(Beginning of SOURCE INFORMATION)

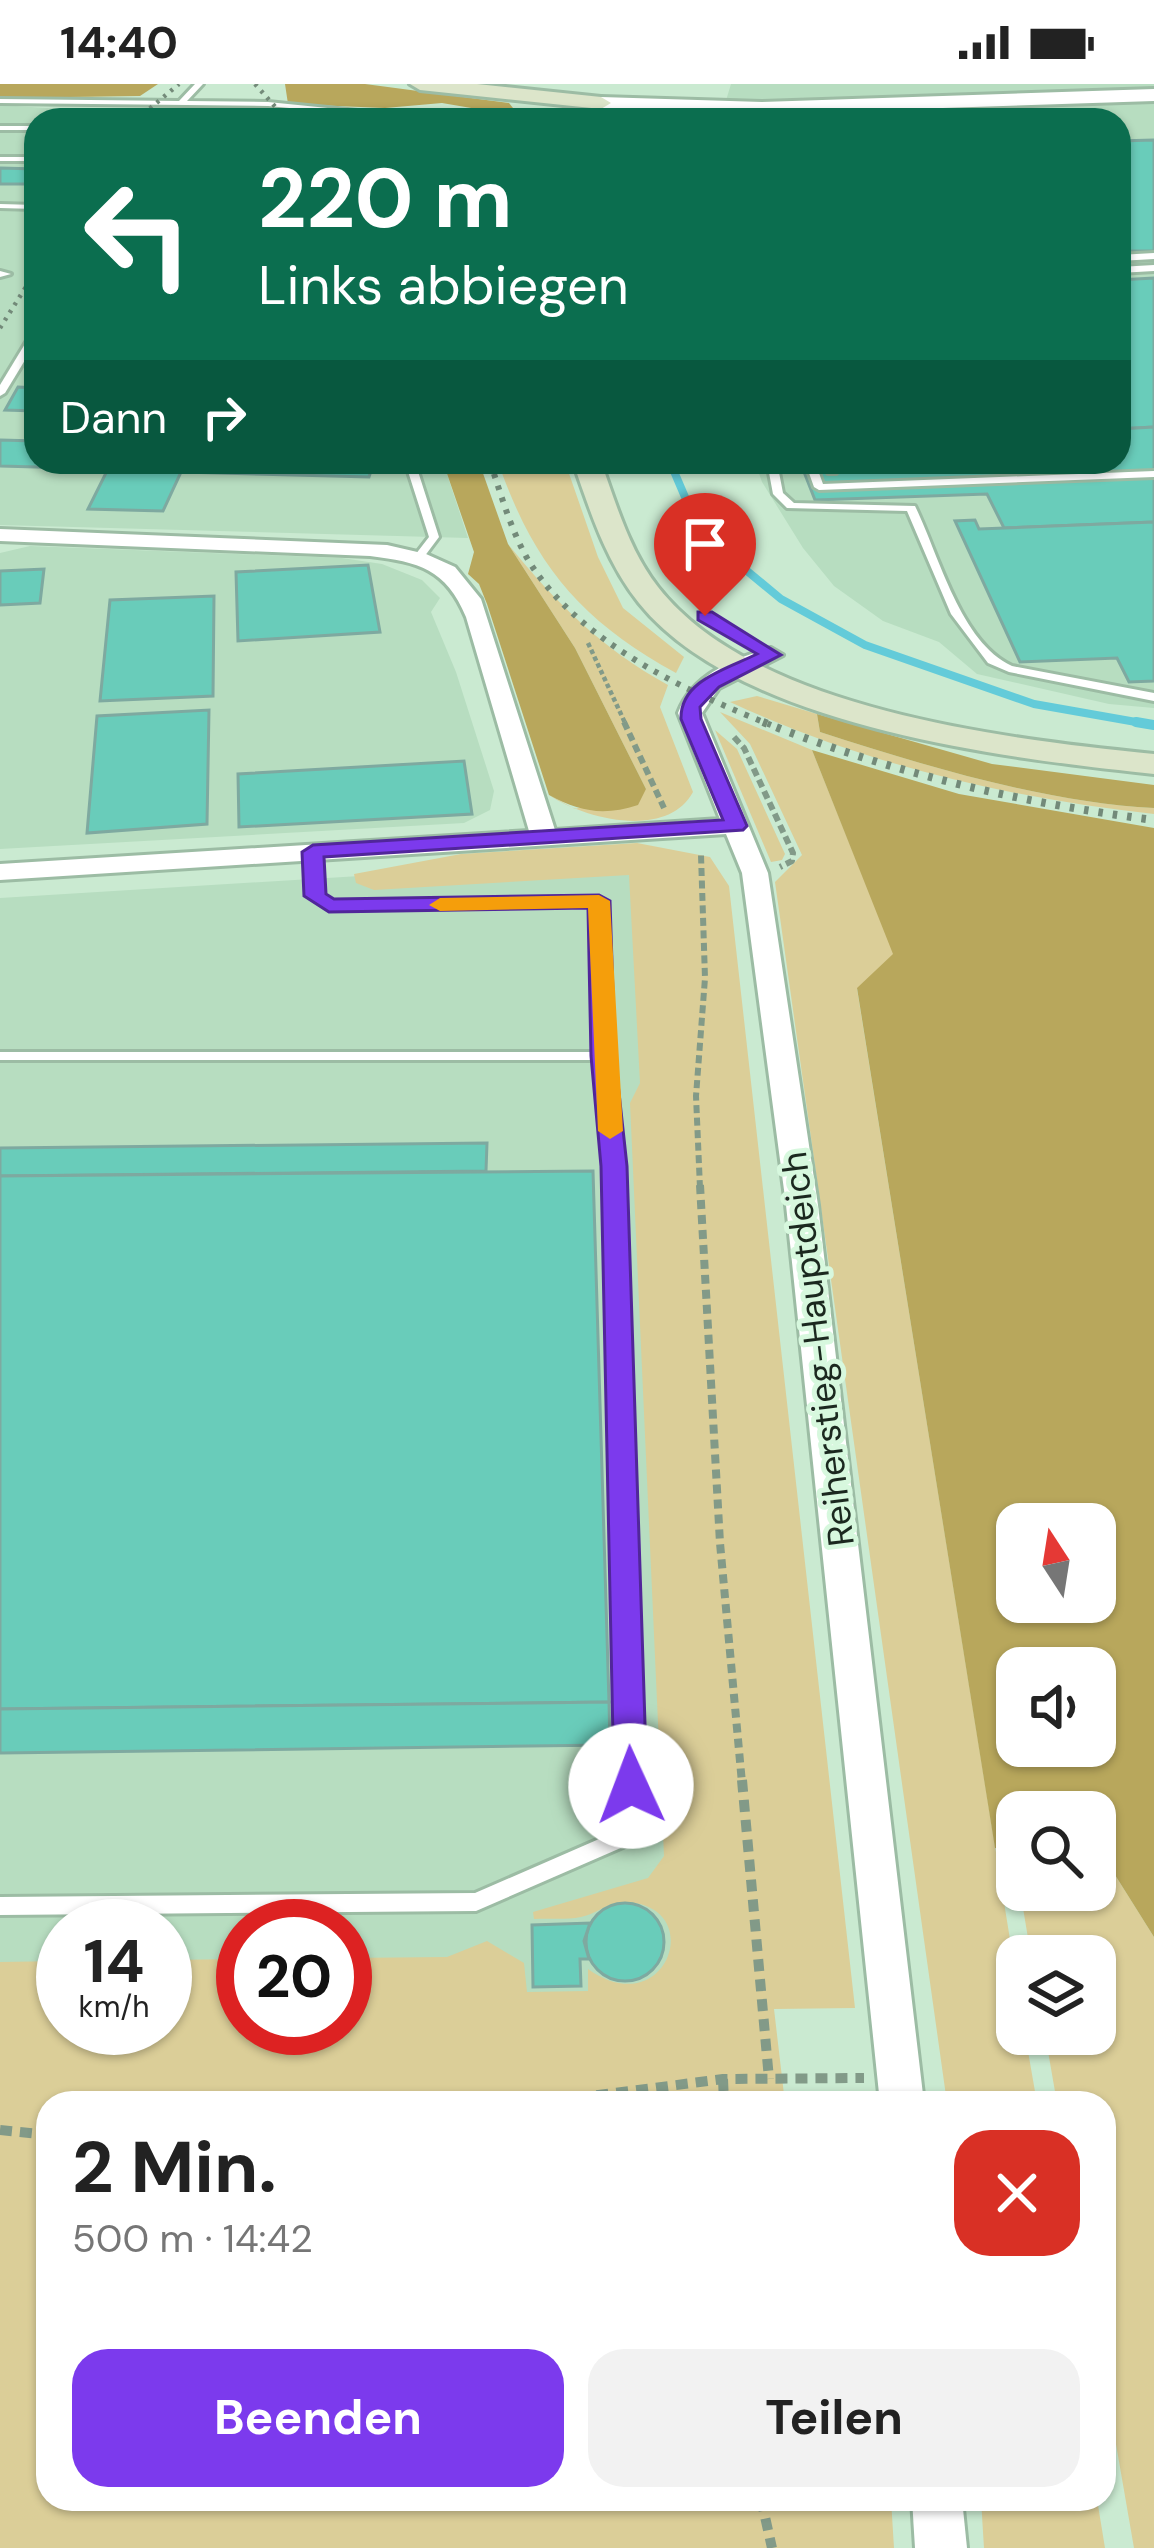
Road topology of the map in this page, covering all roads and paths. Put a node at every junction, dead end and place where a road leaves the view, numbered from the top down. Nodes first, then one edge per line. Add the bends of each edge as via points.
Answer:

(End of SOURCE INFORMATION)
(Beginning of SOURCE INFORMATION)

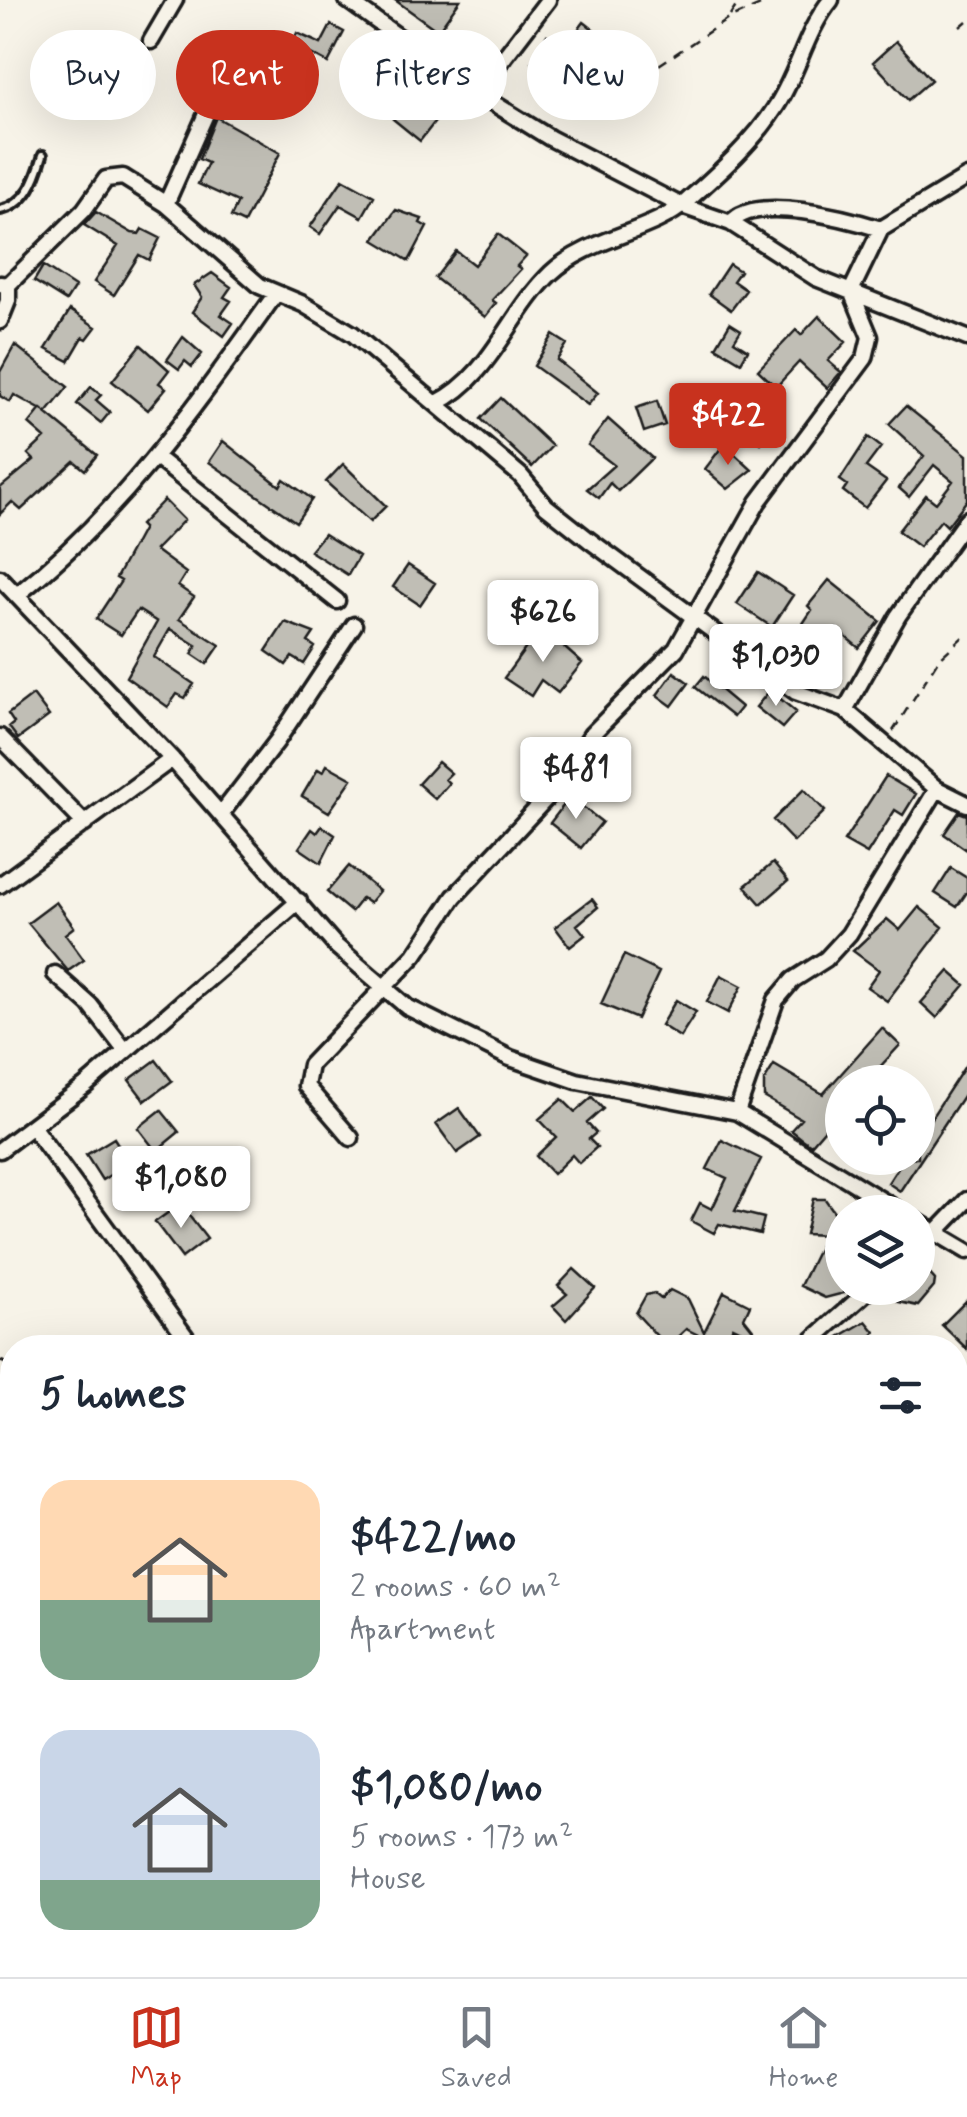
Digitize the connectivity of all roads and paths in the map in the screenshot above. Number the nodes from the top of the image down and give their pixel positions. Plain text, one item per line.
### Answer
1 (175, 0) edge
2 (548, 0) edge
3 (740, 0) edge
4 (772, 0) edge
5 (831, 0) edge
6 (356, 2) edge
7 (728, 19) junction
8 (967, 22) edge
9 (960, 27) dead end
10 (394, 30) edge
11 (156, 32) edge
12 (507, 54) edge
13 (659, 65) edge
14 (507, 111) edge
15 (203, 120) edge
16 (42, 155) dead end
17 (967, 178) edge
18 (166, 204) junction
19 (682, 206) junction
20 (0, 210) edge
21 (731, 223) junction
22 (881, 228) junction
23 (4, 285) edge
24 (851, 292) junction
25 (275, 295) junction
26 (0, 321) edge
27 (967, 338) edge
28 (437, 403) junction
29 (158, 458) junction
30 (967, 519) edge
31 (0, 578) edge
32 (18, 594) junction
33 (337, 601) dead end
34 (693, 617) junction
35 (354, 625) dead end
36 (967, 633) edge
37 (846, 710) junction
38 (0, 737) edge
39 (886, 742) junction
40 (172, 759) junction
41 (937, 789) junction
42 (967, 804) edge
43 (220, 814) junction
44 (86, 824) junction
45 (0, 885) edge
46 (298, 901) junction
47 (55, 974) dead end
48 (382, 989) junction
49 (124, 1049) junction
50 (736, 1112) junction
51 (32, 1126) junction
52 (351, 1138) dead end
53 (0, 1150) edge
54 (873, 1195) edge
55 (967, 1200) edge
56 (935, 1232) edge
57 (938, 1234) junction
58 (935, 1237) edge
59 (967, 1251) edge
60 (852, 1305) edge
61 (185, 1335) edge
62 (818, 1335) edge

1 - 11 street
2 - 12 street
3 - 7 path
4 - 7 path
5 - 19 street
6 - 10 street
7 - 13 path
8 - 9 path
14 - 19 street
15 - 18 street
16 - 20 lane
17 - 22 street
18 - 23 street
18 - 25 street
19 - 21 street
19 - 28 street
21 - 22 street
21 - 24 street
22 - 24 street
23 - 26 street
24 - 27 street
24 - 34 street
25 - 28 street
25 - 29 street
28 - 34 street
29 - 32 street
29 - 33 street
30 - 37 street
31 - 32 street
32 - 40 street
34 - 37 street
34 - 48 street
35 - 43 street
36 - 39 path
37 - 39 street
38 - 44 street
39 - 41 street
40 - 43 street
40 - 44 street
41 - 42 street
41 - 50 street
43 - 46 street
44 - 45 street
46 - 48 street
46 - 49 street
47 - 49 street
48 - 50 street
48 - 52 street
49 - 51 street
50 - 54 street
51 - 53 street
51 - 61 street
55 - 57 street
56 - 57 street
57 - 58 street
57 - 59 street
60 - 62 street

(End of SOURCE INFORMATION)

• WORK REQUEST: Search the listing above for the string "roads" and copy each line that has it.

• EXERCISE OUTPUT:
Road topology of the map in this page, covering all roads and paths. Put a node at every junction, dead end and place where a road leaves the view, numbered from the top down. Nodes first, then one edge per line. Add the bends of each edge as via points.
Digitize the connectivity of all roads and paths in the map in the screenshot above. Number the nodes from the top of the image down and give their pixel positions. Plain text, one item per line.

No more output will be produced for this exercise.